Momo meinte, die Viecher seien unsterblich. Wir versuchten, den Tieren mit Fallen beizukommen, »cockroach-traps«, stellten nachts Töpfe mit Wasser auf und tropften in jedes Gefäß etwas Palmnussöl, weil die Kakerlaken das mochten. Am Morgen waren sie gefüllt. Das brachte jedes Mal ein Pfund. Was ist das gegen eine Tonne? No Nonsense konnte nur die kleinen Käfer fressen, sodass wir uns schließlich dazu durchringen mussten, den Schoner auszugasen. Es gab mehrere Giftgasbomben an Bord, deutsches Biogiftgas, Zyklon B, aus Zuckerrübenmelasse. Die Gebinde sahen so ähnlich aus, wie Donnerschläge für das Silvester Feuerwerk. Anders als die Zyklon B Dosen in Auschwitz. Das waren viereckige Dinger, mit dicker Lunte und einer Reibefläche, wie bei einem Streichholz.

Auf der Golden Harvest wurde nun immer öfter von Krieg gesprochen. Vom Krieg gegen die Kakerlaken. Dem »war on cockroaches!« Es folgten endlose Diskussionen über das Lebensrecht aller Lebewesen, bis wir uns auf eine gewaltfreie Sprachregelung einigten. Aus dem Krieg wurde eine hygienische Maßnahme, ein »cockroach cleanup!« Eine Säuberung! Das klang weniger gewalttätig. Der Vorschlag kam von Elise. Alle waren einverstanden.

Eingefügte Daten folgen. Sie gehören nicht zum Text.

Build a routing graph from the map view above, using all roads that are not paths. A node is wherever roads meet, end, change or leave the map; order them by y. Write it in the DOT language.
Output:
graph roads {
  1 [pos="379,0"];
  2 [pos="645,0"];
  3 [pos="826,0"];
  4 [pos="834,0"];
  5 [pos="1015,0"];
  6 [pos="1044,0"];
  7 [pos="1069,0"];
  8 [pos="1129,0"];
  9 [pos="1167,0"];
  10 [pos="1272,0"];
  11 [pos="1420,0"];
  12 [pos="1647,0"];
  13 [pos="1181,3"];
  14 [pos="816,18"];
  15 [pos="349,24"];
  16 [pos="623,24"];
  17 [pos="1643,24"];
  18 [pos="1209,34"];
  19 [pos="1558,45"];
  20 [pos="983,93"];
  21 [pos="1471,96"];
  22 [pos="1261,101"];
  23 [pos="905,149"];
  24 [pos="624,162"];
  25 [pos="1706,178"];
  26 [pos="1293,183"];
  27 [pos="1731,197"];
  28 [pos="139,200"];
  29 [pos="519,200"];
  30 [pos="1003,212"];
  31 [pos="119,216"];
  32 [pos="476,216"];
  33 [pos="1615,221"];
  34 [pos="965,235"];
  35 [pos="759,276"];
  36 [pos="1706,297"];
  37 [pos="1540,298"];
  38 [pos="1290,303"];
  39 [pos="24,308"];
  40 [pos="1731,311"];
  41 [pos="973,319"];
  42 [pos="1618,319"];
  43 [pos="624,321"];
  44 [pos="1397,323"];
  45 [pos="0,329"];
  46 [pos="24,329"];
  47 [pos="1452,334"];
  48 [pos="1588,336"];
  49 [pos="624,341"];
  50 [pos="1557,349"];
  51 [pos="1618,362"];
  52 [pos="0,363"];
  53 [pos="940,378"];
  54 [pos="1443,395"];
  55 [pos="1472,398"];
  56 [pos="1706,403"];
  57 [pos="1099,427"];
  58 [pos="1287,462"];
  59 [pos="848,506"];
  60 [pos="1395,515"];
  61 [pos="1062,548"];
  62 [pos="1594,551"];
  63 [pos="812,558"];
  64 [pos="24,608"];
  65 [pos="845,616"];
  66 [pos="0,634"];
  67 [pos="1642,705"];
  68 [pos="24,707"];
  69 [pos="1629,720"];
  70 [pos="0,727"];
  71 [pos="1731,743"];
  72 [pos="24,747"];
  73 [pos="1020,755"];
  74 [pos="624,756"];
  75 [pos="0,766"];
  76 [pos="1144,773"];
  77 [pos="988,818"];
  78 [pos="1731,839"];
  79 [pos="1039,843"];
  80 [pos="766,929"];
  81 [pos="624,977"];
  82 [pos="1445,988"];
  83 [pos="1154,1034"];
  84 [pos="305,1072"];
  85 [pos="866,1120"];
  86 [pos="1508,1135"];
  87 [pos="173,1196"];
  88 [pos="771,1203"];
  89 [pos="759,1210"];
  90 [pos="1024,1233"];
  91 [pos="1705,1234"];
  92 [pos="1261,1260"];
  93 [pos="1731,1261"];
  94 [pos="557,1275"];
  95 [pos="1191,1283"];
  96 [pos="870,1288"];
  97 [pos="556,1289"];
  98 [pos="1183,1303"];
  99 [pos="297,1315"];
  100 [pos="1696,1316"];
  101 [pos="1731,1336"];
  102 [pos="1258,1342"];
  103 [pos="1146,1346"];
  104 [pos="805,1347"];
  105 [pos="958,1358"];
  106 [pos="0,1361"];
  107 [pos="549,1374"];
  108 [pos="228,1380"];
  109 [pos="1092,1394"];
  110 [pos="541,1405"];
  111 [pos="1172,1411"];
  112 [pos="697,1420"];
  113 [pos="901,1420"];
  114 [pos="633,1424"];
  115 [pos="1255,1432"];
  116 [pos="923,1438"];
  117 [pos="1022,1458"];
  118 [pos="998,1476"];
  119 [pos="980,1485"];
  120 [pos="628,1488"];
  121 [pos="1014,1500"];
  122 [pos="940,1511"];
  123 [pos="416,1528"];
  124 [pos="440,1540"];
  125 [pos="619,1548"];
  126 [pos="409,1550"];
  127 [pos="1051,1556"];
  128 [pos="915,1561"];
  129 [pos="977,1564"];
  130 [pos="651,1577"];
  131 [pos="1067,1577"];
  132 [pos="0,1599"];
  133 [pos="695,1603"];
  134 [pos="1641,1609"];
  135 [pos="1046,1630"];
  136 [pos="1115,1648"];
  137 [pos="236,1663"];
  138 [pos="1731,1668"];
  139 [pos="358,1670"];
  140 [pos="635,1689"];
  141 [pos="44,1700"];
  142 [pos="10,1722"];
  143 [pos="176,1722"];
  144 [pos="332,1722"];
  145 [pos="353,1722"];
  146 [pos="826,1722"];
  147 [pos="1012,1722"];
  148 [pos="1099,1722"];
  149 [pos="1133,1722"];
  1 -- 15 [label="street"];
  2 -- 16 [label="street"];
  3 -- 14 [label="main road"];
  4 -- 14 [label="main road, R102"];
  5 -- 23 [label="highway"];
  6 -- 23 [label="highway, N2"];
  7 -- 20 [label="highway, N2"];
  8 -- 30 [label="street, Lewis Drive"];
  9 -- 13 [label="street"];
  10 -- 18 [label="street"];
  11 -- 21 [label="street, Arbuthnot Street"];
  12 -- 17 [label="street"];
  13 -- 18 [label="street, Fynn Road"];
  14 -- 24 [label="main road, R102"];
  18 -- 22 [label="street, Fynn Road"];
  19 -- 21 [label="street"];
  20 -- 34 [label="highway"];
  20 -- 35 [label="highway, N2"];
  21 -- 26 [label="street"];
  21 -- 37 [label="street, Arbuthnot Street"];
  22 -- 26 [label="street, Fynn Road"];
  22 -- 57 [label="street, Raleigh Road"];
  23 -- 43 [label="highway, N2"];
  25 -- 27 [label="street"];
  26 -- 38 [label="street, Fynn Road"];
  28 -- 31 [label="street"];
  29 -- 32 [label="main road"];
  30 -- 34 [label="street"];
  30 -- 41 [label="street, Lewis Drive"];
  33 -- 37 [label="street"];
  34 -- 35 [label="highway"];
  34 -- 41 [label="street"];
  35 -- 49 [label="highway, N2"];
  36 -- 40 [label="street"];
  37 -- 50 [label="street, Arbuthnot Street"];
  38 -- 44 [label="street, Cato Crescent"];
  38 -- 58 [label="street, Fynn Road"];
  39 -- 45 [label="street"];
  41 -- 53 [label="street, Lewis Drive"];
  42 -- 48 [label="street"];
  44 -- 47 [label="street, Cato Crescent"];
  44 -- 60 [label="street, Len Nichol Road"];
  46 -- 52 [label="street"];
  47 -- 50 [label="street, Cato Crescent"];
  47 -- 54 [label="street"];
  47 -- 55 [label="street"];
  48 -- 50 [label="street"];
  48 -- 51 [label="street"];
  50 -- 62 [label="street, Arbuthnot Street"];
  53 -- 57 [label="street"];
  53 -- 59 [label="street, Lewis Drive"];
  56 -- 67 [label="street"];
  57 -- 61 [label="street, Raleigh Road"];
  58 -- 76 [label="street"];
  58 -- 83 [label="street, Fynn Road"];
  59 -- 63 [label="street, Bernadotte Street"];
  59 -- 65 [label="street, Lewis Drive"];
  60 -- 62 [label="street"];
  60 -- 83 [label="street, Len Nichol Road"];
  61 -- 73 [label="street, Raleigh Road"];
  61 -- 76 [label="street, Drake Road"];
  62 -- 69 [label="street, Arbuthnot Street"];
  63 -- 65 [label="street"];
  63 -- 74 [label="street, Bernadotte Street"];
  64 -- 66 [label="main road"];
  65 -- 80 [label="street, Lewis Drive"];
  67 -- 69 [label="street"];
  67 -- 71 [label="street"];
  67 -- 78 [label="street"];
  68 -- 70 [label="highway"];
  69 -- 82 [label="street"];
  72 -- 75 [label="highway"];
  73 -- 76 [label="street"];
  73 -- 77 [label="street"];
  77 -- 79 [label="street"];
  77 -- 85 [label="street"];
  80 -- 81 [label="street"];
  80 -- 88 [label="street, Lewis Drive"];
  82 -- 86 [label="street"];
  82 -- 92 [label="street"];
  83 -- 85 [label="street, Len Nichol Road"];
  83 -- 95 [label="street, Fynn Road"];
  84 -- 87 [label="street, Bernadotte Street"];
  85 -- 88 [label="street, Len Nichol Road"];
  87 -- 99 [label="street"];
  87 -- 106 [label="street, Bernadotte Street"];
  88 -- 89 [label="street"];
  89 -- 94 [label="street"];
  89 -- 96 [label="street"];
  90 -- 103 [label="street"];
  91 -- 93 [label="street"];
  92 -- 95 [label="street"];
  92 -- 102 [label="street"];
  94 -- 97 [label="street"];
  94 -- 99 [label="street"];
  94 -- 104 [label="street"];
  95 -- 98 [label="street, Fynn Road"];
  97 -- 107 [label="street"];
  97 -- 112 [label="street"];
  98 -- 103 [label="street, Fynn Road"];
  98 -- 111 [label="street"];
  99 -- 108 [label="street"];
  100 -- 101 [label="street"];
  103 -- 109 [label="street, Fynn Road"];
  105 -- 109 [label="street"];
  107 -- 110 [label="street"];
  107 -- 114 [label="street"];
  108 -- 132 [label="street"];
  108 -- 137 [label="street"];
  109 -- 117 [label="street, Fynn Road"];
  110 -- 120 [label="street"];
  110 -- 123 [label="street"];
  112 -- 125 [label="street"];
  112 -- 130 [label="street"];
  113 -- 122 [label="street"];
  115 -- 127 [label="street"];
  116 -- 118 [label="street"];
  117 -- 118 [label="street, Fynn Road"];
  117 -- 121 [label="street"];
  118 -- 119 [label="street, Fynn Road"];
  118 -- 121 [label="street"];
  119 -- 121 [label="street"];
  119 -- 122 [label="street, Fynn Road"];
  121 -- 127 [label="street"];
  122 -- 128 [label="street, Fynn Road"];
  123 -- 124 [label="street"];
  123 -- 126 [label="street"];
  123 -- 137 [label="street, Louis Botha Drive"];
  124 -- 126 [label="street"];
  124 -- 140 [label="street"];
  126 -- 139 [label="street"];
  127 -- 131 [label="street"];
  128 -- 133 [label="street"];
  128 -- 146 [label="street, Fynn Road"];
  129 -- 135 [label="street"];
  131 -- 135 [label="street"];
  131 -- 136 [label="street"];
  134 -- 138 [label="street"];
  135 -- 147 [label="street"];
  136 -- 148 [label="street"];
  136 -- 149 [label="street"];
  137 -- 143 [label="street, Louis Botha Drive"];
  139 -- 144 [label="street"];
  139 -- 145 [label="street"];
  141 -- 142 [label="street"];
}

Die drei Bomben mussten jeweils in einem Kochtopf in der Bilge gezündet werden. Nach wenigen Minuten sprengte die Lunte die Versiegelung und setzte das Gift frei. Die Freunde wussten wie es funktioniert. Sie hatten das Schiff schon mal gereinigt. Erfolglos, obwohl sie in drei Schritten vorgegangen waren, im Abstand von mehreren Wochen, um auch die zu erwischen, die bei den ersten Attacken noch in den Eiern steckten. Die Eier blieben vom Gas unberührt. Sobald die nächste Generation schlüpfte, musste der zweite Angriff durchgeführt werden, und schließlich ein Dritter, um den Rest zu erwischen. Es gab zu viele Überlebende. In Ghana und Nigeria kam frisches Blut dazu.

Diesmal wollten wir richtig zuschlagen. Ein Overkill sollte stattfinden. An dem Abend, als gemeinsam der Massenmord beschlossen wurde, behandelten wir die Kakerlaken noch mal ganz besonders freundlich, fühlten uns wie Verräter. Kris hatte seinen Lieblingskäfern berühmte Namen gegeben: Cecil Rhodes, Adolf Hitler, Idi Amin. Die mussten jetzt alle dran glauben.